Thanks for your feedback.

I see quite some interesting things in Drogulus.

However I'm "sort of" skeptic when I read "crypto signing".  This term 
is too generic and too often implies secret key crypto. However an 
important part of a signature is in these schemes hidden in the process: 
as a proof of integrity, we are interested in a hash over the object's 
content.  This proof should hold even if the secret key was lost or 

> An item stored in the DHT is a collection of named fields and associated
> values (it's a JSON object):
> * value - the actual value to store.
> * timestamp - a UNIX timestamp representing when the creator of the item
> thinks the item was created (so it's easy to work out the latest version
> of an item given two candidates).
> * expires - a UNIX timestamp beyond which the creator of the item would
> like the item to expire, be ignored and deleted in remote nodes.
> * name - a meaningful name given by the creator for the key.
> * created_with - the version of the drogulus the creator used to
> generate the item.
> * public_key - the creator's public key.
> * key - the SHA-512 value of the compound key (based upon the public_key
> and name fields) used as the actual key on the distributed hash table.
> * signature - a cryptographic signature generated using the creator's
> private key with the fields described above.

When it comes to contracts, one might find it a good idea to define a 
slightly higher level hash function: extract (or attach) relevant 
information to assert provenance: creator, witness, time etc. and hash 
these together with the hash of the actual value.

Now if you take this hash as canonical identifier for the object, you 
can always proof it's integrity.  See also:
for yet another explanation of the same concept.

Question: Am I correct to understand that the "key" field serves this 

I'm a bit concerned about the inclusion of some public_key here. This 
identifier should IMHO only cover non-repudiable, public (or 
semi-public) meta data.  No private data an nothing one would ever want 
to change.

> The public_key field is used to validate the signature value. If this is
> OK then the compound SHA-512 key is checked using the obviously valid
> public_key and name fields.
> This ensures both the provenance of the data and that it hasn't been
> tampered with. Any items that don't pass the cryptographic checks are
> ignored and nodes that propagate them are punished by being blocked. It
> also confirms that the generated SHA-512 key for the item is correct
> given the public_key and meaningful name ensuring no other entity may
> set items with this unique key (assuming no key collision vulnerability
> in the hashing function).
> Does this make sense..?

Yes, quite a lot.

> Happy to answer questions and please remember, this is more an
> experiment in code.

I fully understand that.  See: in about 2000 I started coding around 
similar ideas.  As the system majored, we ran into various additional 
ideas.  Maybe some are interesting or inspiration:

Once we have the DHT, what do we do with it?  I'd like it to handle my 
conversation and business.  Publications, private messages, 
archive+backup, calendar, notes etc.

So I need an environment where I see agents (be them accounts 
representing human users or automated, autonomous processes) 
communicating via asynchronous, unreliable, unidirectional messages.  
That's how we observe human interaction in writing. Humans or juristic 
persons sending letters, registered mail etc.

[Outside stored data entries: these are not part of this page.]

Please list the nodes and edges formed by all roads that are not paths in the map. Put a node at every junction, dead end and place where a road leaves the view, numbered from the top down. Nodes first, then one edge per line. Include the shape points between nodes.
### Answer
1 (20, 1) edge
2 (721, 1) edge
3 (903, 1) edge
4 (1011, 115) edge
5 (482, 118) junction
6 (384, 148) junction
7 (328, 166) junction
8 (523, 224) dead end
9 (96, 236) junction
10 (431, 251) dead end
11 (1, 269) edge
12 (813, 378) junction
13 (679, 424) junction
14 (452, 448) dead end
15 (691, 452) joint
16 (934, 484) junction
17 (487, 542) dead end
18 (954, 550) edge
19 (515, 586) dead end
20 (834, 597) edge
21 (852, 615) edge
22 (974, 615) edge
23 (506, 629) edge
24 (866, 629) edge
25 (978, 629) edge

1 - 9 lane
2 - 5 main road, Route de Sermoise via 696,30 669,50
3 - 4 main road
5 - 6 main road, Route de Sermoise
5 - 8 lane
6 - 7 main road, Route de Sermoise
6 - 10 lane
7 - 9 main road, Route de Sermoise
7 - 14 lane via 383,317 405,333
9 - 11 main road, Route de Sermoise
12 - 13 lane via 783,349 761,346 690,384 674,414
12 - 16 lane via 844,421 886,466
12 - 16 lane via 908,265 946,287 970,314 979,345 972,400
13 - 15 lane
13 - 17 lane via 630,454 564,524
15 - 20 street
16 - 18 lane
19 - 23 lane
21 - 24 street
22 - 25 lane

Side note: Tuns out documents like contracts (which is what "business" 
boils down into) could seen as a finalized subclass of agents which just 
don't change state ever.  However in practice a fuse mounted directory 
at my desktop is just yet another such agent, certainly changing state.

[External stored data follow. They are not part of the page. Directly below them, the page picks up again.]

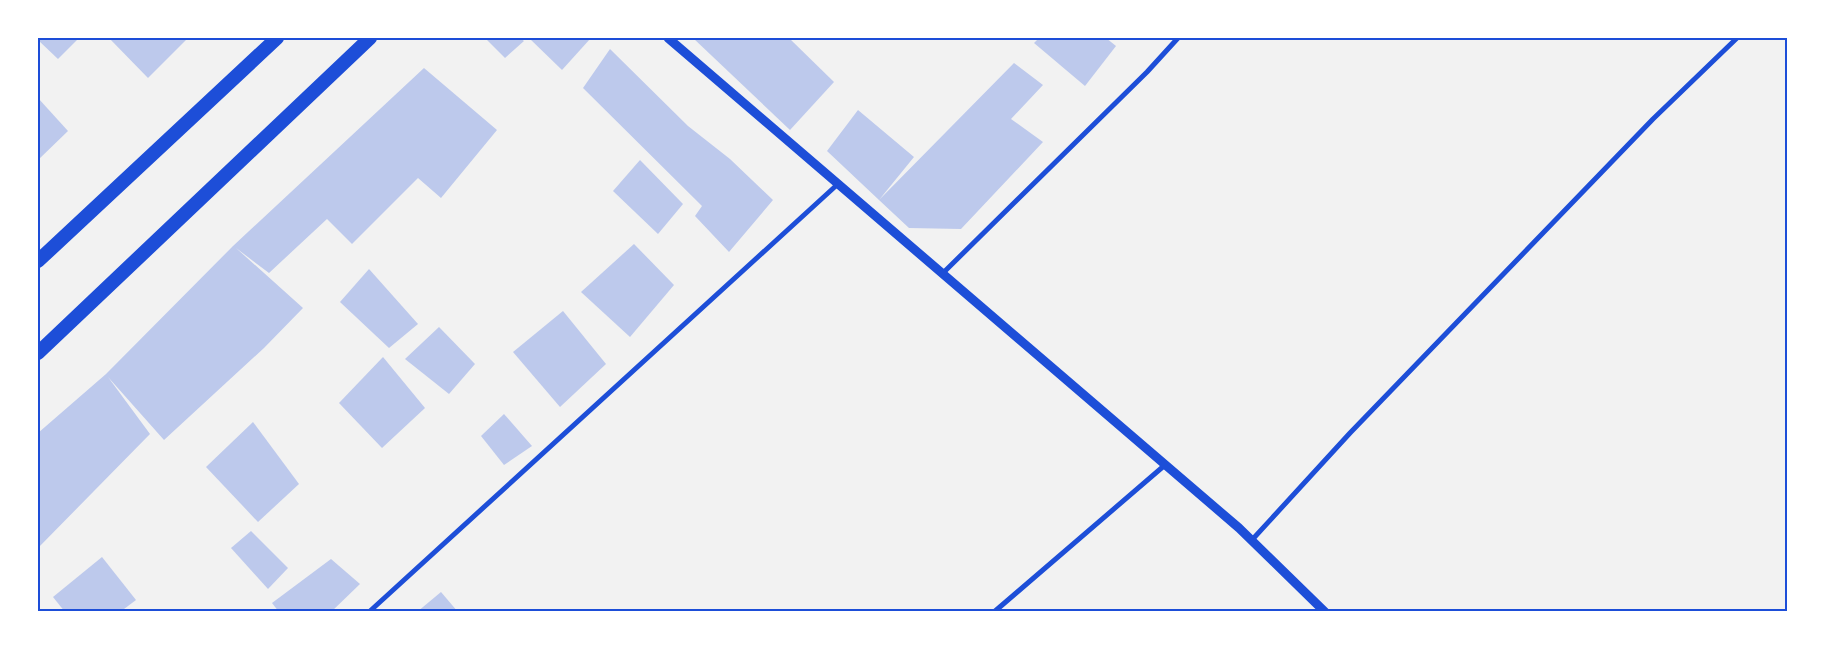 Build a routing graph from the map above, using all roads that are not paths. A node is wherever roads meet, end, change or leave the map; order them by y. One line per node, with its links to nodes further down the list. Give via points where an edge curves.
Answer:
1 (277, 38): 7 (highway)
2 (370, 38): 9 (highway)
3 (668, 38): 6 (street)
4 (1178, 38): 8 (street)
5 (1737, 38): 11 (street, via 1653,119)
6 (839, 183): 8 (street); 12 (street)
7 (38, 260)
8 (943, 273): 10 (street)
9 (38, 353)
10 (1166, 465): 11 (street); 13 (street)
11 (1251, 540): 14 (street)
12 (369, 612)
13 (994, 612)
14 (1325, 612)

Next I need a dispute (or debug) mode.  This must be deadly simple: 
"pull the network plug".

At this point I still want to be sure I have all *my* data and can 
access it.  (Sorry for the complication wrt. DHT design.  ;-)

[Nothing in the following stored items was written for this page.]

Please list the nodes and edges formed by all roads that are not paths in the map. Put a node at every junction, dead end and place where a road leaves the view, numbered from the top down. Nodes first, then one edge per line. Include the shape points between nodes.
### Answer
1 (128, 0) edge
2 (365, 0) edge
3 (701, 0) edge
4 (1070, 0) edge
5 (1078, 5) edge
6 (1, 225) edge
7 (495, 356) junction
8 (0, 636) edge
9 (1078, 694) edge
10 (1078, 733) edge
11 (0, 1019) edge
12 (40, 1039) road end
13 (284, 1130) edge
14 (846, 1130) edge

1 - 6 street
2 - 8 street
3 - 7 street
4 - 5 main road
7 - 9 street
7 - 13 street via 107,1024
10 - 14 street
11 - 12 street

Now we know that I have one copy of all data I *really* care about which 
I can physically secure.

At this point we can ask how we may update automated agents. Sometimes 
they might just have a single owner, but often control is to be 
purposefully split.  At this point the GET/PUT semantics are no longer 
enough.  We need some kind of custom, version control alike check in 
script to be run to verify that the request is permitted and complete 
for this object. It looks like a good idea to have a type property in 
the agent object pointing to another (signed) object which holds the 
script code and important: human readable terms and conditions.  The 
other object would be the contract governing the agents actions on 
incoming requests.  No script object found: either no updates or locate 
script in the object itself.

Now we need "trust but verify": since we must not allow any single human 
to control the agent, we can not allow a single computer to compute the 
update and then somehow copy the new state to other peers.  After all 
the origin peer might be a traitor.  We need autonomy from individual 
intent for these agents.  Therefore we have several peers (notaries) 
commissioned to backup the process and verify proposed updates.  Instead 
of blindingly accept any kind of update, those accept an update request 
and transform it into the actual update (or the script may reject the 
update for application defined reasons. So the script is run in a 
sandbox at each notary.)

Let's care for a moment about privacy.  Crypto always has a chance to 
break for many reasons.  And crypto is in the way of autonomous 
automated agents and often in the way to the user too.  Crypto relying 
on secret keys is great on the wire for data in transit. For data at 
rest, it's a risk increasing over time.  Instead we ask: which peers do 
we commission to such an agent?  This set should really be controlled by 
the users.  (I.e., the update policy script *must* be able to deny 
changes.)  This is a trust decision wrt. the person administrating the 
peer and the peer hardware and maybe more.  Nothing technological means 
can judge; it's a judgment about those very means among more.  Ergo: 
publications and messages may leave the commissioned set, private data 
will never.

Eventually I wonder how much effort it would be to maintain those expire 
times.  I don't want to do that manually.  Maybe there could be an 
automated garbage collector?  Establish a link structure from your user 
account and everything not reachable from any local user may be removed 
on this peer.

For the script language: it should be first and foremost a "hashbang" 
type of a language: simple and often only used to start the real 
interpreter for the contract script at hand.  However there is nothing 
bad about having a powerful language to be started that way.  We had 
about ten developers of varying experience (from bachelors to full time 
contracted CS masters) in a working environment with close feedback test 
and develop atop of our prototype for several years while we where 
working on the underlying replication engine and feature.  Too many 
features that is, see "fuse" before.  In this time we grew quite a 
flexible language BAIL: a mixture of XSLT, a python-style syntax (a.k.a. 
"sweet syntax"), a pure functional Scheme subset and SQLite.  Very funny 
to work with, because each object has it's private table space - zero DB 
administration.  However this language is certainly not the point. The 
CoreAPI to control the DHT entries is much more.  It's only seven 
required elements ad eight more to make it practical.
http://askemos.org/index.html?_v=search&_id=1728 (the documentation is a 
little terse ;-)

Do those ideas make sense to you?